Correlation between regional homogeneity values and clinical symptoms of patients with obsessive–compulsive disorder

No significant correlation was found between abnormal ReHo values and clinical symptoms (illness duration, the scores of Y-BOCS, obsessions, compulsions, HAMD, HAMA, SDSS, subscales of CSQ, and subscales of B-CATS) in patients with OCD at baseline.

The RR of the ReHo values in the left hippocampus and parahippocampus, where ReHo values decreased significantly after the 5-week paroxetine treatment, was positively correlated with the RRs of the scores of Y-BOCS (r = 0.407, p = 0.049.) and obsession (r = 0.422, p = 0.040).

Discussion

This longitudinal study found that drug-naive patients with OCD had higher ReHo values in the right STG, and bilateral hippocampus/parahippocampus/fusiform gyrus/cerebellum than HCs. After the 5-week treatment with paroxetine (40 mg/day), patients showed significant clinical improvement in the symptoms of OCD, depressive symptoms, anxiety symptoms, social function, active coping, and cognition compared with their baseline assessment. The elevated ReHo values in the left hippocampus and parahippocampus decreased significantly after treatment, and the RR of ReHo values was positively correlated with the RRs of the scores of Y-BOCS and obsession. The SVR results showed that the ReHo values in the left hippocampus/parahippocampus/fusiform gyrus/cerebellum at baseline could be applied to predict early therapeutic response. The ReHo values in the right hippocampus/parahippocampus/fusiform gyrus/cerebellum and left hippocampus/parahippocampus/fusiform gyrus/cerebellum at baseline could be used to distinguish patients with OCD from HCs with high accuracy, sensitivity, and specificity.
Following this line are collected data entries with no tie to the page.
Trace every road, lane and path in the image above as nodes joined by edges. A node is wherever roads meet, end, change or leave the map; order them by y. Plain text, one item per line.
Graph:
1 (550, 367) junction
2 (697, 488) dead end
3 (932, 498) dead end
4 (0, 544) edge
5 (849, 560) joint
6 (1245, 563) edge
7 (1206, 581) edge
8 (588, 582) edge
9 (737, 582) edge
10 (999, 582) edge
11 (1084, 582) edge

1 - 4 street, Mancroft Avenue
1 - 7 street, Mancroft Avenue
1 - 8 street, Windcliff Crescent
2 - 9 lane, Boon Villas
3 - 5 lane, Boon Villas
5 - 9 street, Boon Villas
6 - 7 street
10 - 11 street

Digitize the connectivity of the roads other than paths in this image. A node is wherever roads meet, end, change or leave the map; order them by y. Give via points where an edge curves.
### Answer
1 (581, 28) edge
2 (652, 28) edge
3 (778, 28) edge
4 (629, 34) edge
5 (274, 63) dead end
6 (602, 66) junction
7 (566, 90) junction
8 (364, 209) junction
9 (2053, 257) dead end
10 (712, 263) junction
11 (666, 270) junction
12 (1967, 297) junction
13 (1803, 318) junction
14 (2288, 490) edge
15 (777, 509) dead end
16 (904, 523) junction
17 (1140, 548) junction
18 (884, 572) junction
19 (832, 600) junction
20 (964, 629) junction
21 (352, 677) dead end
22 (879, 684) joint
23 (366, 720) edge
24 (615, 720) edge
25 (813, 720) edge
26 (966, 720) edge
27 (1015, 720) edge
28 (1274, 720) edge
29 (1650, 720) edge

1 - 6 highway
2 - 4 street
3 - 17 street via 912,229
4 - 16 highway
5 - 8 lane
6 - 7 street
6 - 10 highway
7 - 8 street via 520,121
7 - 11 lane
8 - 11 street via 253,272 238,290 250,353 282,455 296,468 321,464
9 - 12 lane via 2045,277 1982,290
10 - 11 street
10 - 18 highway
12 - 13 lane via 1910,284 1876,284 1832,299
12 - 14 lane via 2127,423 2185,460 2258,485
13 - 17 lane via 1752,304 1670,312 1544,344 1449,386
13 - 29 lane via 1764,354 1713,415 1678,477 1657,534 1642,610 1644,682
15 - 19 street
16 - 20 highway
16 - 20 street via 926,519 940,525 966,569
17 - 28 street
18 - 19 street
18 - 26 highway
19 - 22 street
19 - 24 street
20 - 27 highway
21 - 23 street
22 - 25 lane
Cumulative evidence suggested that abnormal CSTC circuits were not the only important pathological basis of OCD. Other cerebral regions outside the CSTC circuits were involved in OCD, such as the parietal cortex, insula, cerebellum, hippocampus, parahippocampus, fusiform gyrus, and STG (Del Casale et al., 2011; Zhao et al., 2017; Hao et al., 2019; Xia et al., 2019; Yang et al., 2019). A previous study suggested that a combination of amplitude of low-frequency fluctuation (ALFF) and ReHo which depicted different regional characteristics of resting-state fMRI might yield a more comprehensive pathophysiological framework for mental disorders (Sroubek et al., 2013). Thus, we measured ALFF in the present study. Compared with HCs, patients with OCD had higher ALFF values in the CSTC circuits such as the orbitofrontal cortex, superior medial frontal cortex, and anterior cingulate cortex (Supplementary Figure 5 and Supplementary Table 1). However, abnormal ALFF values in the patients with OCD did not change significantly after treatment (Supplementary Table 1).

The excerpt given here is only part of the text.